I have an exsiting process that extracts elements from html documents that make use of the xbrli xml standard.
And example of a document can be found here:
The process works well (I'm using multiprocessing to work in parallel) but I have ~20m html and xml files to process and I'm finding beautifulsoup is the core bottleneck.
I am looking at htmlelement as a hopefully quicker alternative to extracting the data I need but I'm struggling to find elements. For example, in BS I can do the following:
for tag in soup.find_all('xbrli:unit'):
l_unitid = tag.attrs.get('id')
l_value = tag.text
l_unit_dict[l_unitid] = {'unitid':l_unitid,'value':l_value}
Which will find all xbrli:unit tags and I can extract their values easily.
However, when I try something similar in htmlelement I get the following exception:
import htmlement
source = htmlement.parse("Prod223_2542_00010416_20190331.html")

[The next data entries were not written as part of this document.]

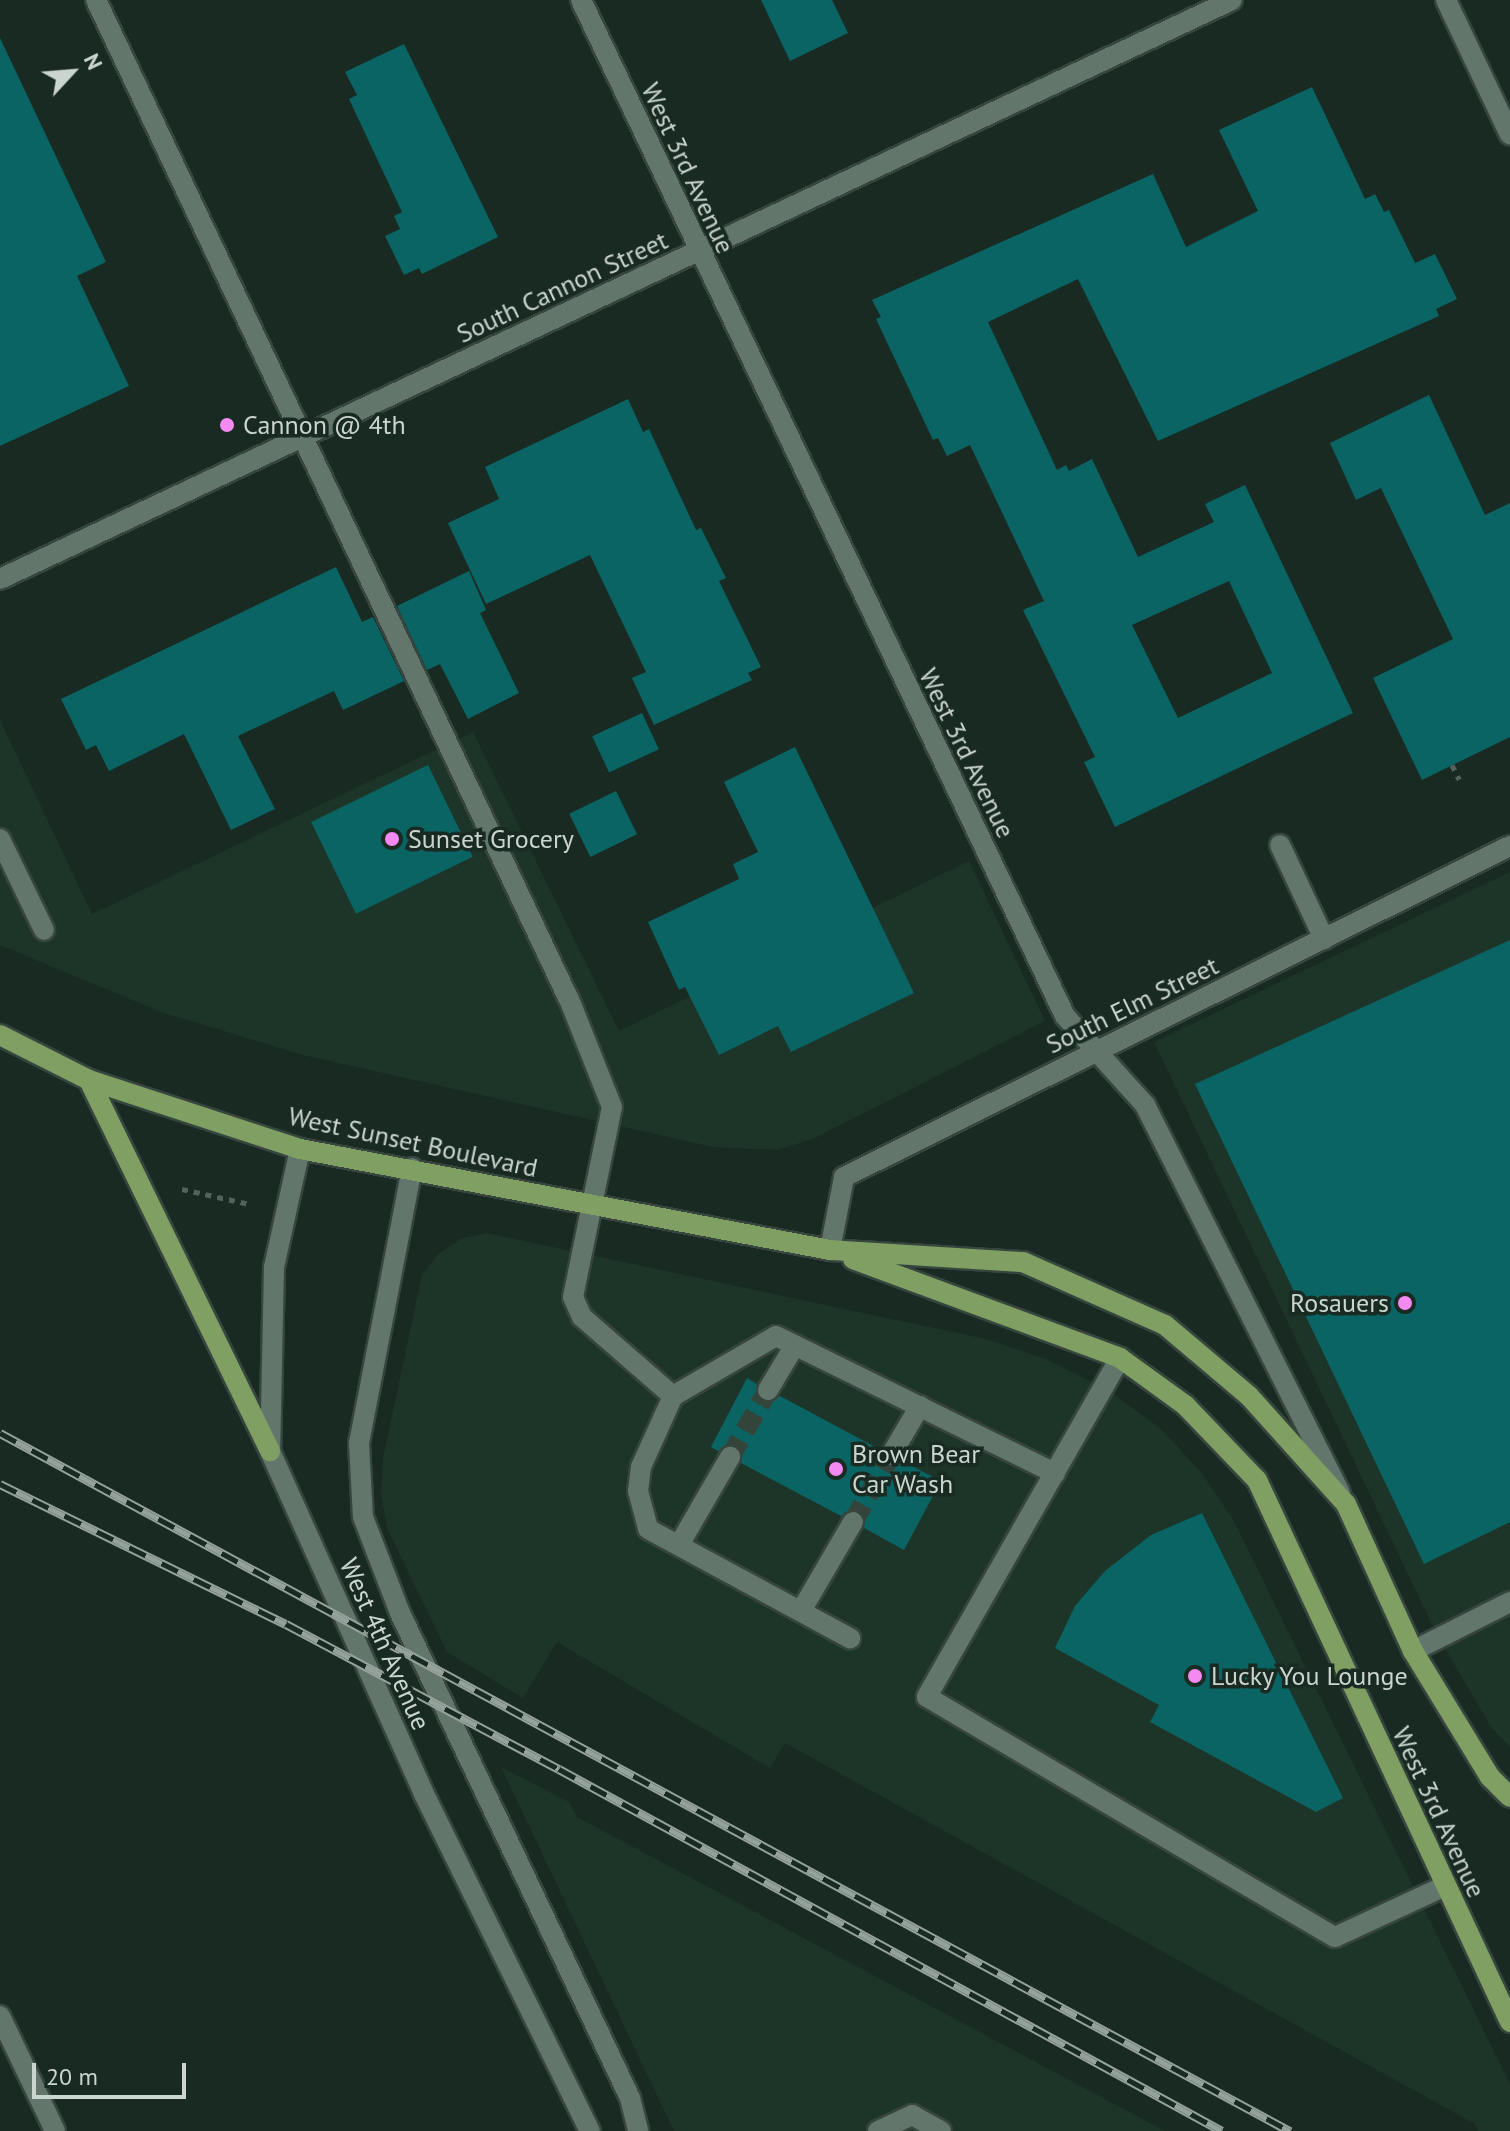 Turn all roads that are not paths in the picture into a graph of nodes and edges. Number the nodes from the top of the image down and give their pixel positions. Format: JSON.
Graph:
{"nodes":[{"id":1,"x":96,"y":0,"type":"edge"},
{"id":2,"x":581,"y":0,"type":"edge"},
{"id":3,"x":1232,"y":0,"type":"edge"},
{"id":4,"x":1446,"y":0,"type":"edge"},
{"id":5,"x":1510,"y":135,"type":"edge"},
{"id":6,"x":699,"y":252,"type":"junction"},
{"id":7,"x":301,"y":436,"type":"junction"},
{"id":8,"x":0,"y":579,"type":"edge"},
{"id":9,"x":0,"y":839,"type":"edge"},
{"id":10,"x":1280,"y":845,"type":"dead end"},
{"id":11,"x":1510,"y":846,"type":"edge"},
{"id":12,"x":44,"y":930,"type":"dead end"},
{"id":13,"x":1324,"y":939,"type":"junction"},
{"id":14,"x":0,"y":1035,"type":"edge"},
{"id":15,"x":1096,"y":1051,"type":"junction"},
{"id":16,"x":89,"y":1080,"type":"junction"},
{"id":17,"x":300,"y":1149,"type":"junction"},
{"id":18,"x":412,"y":1168,"type":"junction"},
{"id":19,"x":590,"y":1205,"type":"junction"},
{"id":20,"x":830,"y":1250,"type":"junction"},
{"id":21,"x":795,"y":1345,"type":"junction"},
{"id":22,"x":1120,"y":1358,"type":"junction"},
{"id":23,"x":768,"y":1390,"type":"tunnel mouth"},
{"id":24,"x":673,"y":1396,"type":"junction"},
{"id":25,"x":920,"y":1406,"type":"junction"},
{"id":26,"x":270,"y":1451,"type":"junction"},
{"id":27,"x":891,"y":1455,"type":"tunnel mouth"},
{"id":28,"x":730,"y":1457,"type":"tunnel mouth"},
{"id":29,"x":1055,"y":1473,"type":"junction"},
{"id":30,"x":1346,"y":1504,"type":"junction"},
{"id":31,"x":853,"y":1522,"type":"tunnel mouth"},
{"id":32,"x":679,"y":1545,"type":"junction"},
{"id":33,"x":1301,"y":1581,"type":"joint"},
{"id":34,"x":1510,"y":1602,"type":"edge"},
{"id":35,"x":801,"y":1611,"type":"junction"},
{"id":36,"x":1491,"y":1612,"type":"junction"},
{"id":37,"x":1510,"y":1622,"type":"edge"},
{"id":38,"x":850,"y":1638,"type":"dead end"},
{"id":39,"x":1413,"y":1651,"type":"junction"},
{"id":40,"x":1510,"y":1797,"type":"edge"},
{"id":41,"x":1445,"y":1886,"type":"junction"},
{"id":42,"x":0,"y":2016,"type":"edge"},
{"id":43,"x":1510,"y":2022,"type":"edge"},
{"id":44,"x":55,"y":2131,"type":"edge"},
{"id":45,"x":590,"y":2131,"type":"edge"},
{"id":46,"x":638,"y":2131,"type":"edge"},
{"id":47,"x":878,"y":2131,"type":"edge"},
{"id":48,"x":941,"y":2131,"type":"edge"}],
"edges":[{"from":1,"to":7,"type":"street"},
{"from":2,"to":6,"type":"street","name":"West 3rd Avenue"},
{"from":3,"to":6,"type":"street","name":"South Cannon Street"},
{"from":4,"to":5,"type":"street"},
{"from":6,"to":7,"type":"street","name":"South Cannon Street"},
{"from":6,"to":15,"type":"street","name":"West 3rd Avenue"},
{"from":7,"to":8,"type":"street","name":"South Cannon Street"},
{"from":7,"to":19,"type":"street"},
{"from":9,"to":12,"type":"street"},
{"from":10,"to":13,"type":"street"},
{"from":11,"to":13,"type":"street","name":"South Elm Street"},
{"from":13,"to":15,"type":"street","name":"South Elm Street"},
{"from":14,"to":16,"type":"main road","name":"West Sunset Boulevard"},
{"from":15,"to":20,"type":"street","name":"South Elm Street"},
{"from":15,"to":30,"type":"street","name":"West 3rd Avenue"},
{"from":16,"to":17,"type":"main road","name":"West Sunset Boulevard"},
{"from":16,"to":26,"type":"main road"},
{"from":17,"to":18,"type":"main road","name":"West Sunset Boulevard"},
{"from":17,"to":26,"type":"street","name":"West 4th Avenue"},
{"from":18,"to":19,"type":"main road","name":"West Sunset Boulevard"},
{"from":18,"to":46,"type":"street","name":"West 4th Avenue"},
{"from":19,"to":20,"type":"main road","name":"West Sunset Boulevard"},
{"from":19,"to":24,"type":"street"},
{"from":20,"to":22,"type":"main road","name":"West Sunset Boulevard"},
{"from":20,"to":30,"type":"main road","name":"West Sunset Boulevard"},
{"from":21,"to":23,"type":"street"},
{"from":21,"to":24,"type":"street"},
{"from":21,"to":25,"type":"street"},
{"from":22,"to":29,"type":"street"},
{"from":22,"to":33,"type":"main road","name":"West Sunset Boulevard"},
{"from":24,"to":32,"type":"street"},
{"from":25,"to":27,"type":"street"},
{"from":25,"to":29,"type":"street"},
{"from":26,"to":45,"type":"street","name":"West 4th Avenue"},
{"from":28,"to":32,"type":"street"},
{"from":29,"to":41,"type":"street"},
{"from":30,"to":39,"type":"main road","name":"West Sunset Boulevard"},
{"from":31,"to":35,"type":"street"},
{"from":32,"to":35,"type":"street"},
{"from":33,"to":41,"type":"main road","name":"West 3rd Avenue"},
{"from":34,"to":36,"type":"street"},
{"from":35,"to":38,"type":"street"},
{"from":36,"to":37,"type":"street"},
{"from":36,"to":39,"type":"street"},
{"from":39,"to":40,"type":"main road","name":"West Sunset Boulevard"},
{"from":41,"to":43,"type":"main road","name":"West 3rd Avenue"},
{"from":42,"to":44,"type":"street"},
{"from":47,"to":48,"type":"street"}]}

for tag in source.iterfind('.//xbrli:unit'):
l_unitid = tag.attrs.get('id')
l_value = tag.text
print(l_unitid)
print(l_value)
SyntaxError: prefix 'xbrli' not found in prefix map
A bit of googling led me to a few articles, but I can't seem to make progress SyntaxError: prefix 'a' not found in prefix map
Parsing XML with namespace in Python via 'ElementTree'
I've tried adding in a namespace map but it's just not finding anything, no matter which way round I put things, or what tags I look for
source = htmlement.parse("Prod223_2542_00010416_20190331.html")

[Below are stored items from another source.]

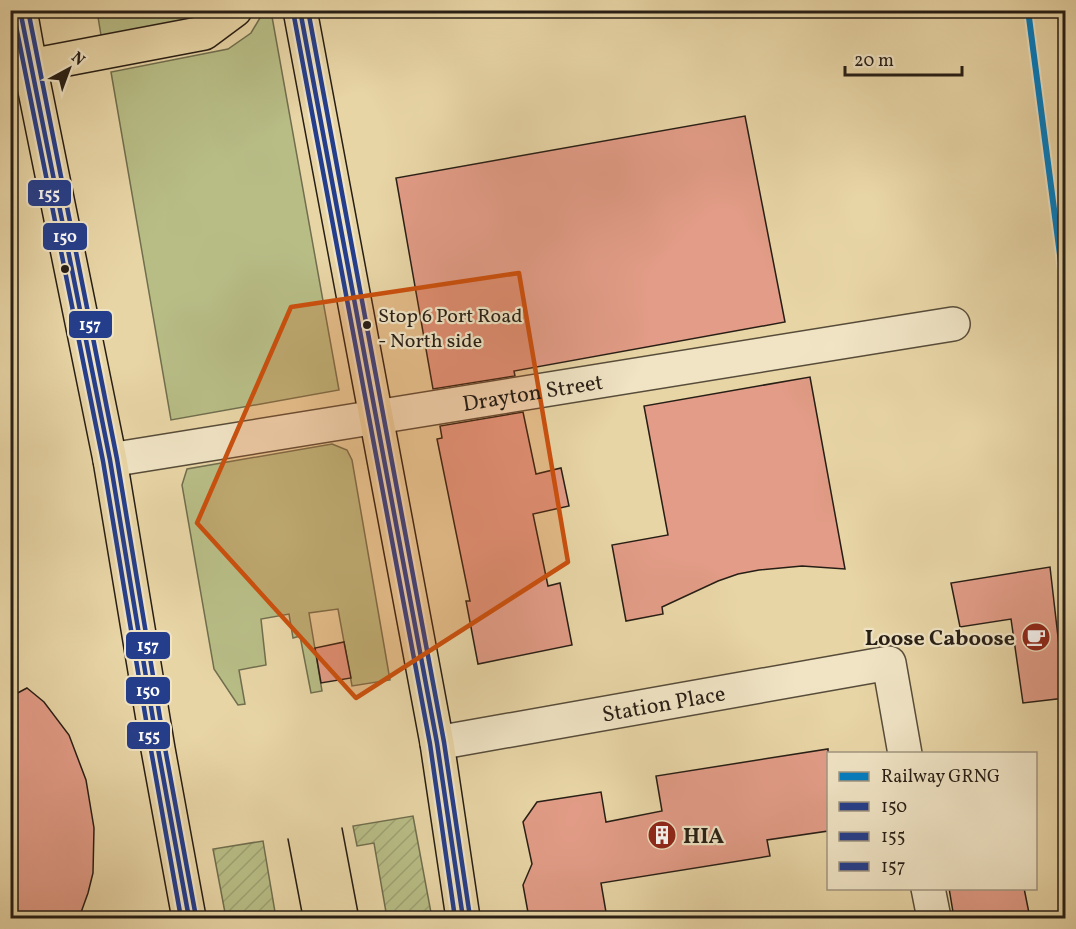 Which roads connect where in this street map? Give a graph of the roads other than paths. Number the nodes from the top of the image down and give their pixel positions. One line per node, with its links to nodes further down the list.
1 (20, 10): 4 (highway)
2 (235, 10): 4 (highway)
3 (300, 10): 6 (highway)
4 (20, 68): 7 (highway)
5 (953, 324): 6 (street, Drayton Street)
6 (375, 418): 7 (street, Drayton Street); 8 (highway)
7 (110, 460): 11 (highway)
8 (437, 743): 9 (street, Station Place); 12 (highway)
9 (905, 752)
10 (928, 890): 13 (street)
11 (189, 918)
12 (463, 918)
13 (934, 918)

namespaces = {'xbrli': 'period'}
for tag in source.iterfind('.//xbrli:period',namespaces):
l_unitid = tag.attrs.get('id')
l_value = tag.text
namespaces = {'xbrli': 'period'}
for tag in source.iterfind('.//{xbrli}period',namespaces):
l_unitid = tag.attrs.get('id')
l_value = tag.text
print(l_unitid)
print(l_value)
namespaces = {'period':'xbrli'}
for tag in source.iterfind('.//{xbrli}period',namespaces):
l_unitid = tag.attrs.get('id')
l_value = tag.text
print(l_unitid)
print(l_value)
namespaces = {'period':'xbrli'}
for tag in source.iterfind('.//period',namespaces):
l_unitid = tag.attrs.get('id')
l_value = tag.text
print(l_unitid)
print(l_value)
All return nothing - they don't enter the loop. I've clearly got something very wrong in my understanding of how to use the elementree structure vs BS, but I don't quite know how to move from one to the other.
Any suggestions would be welcome.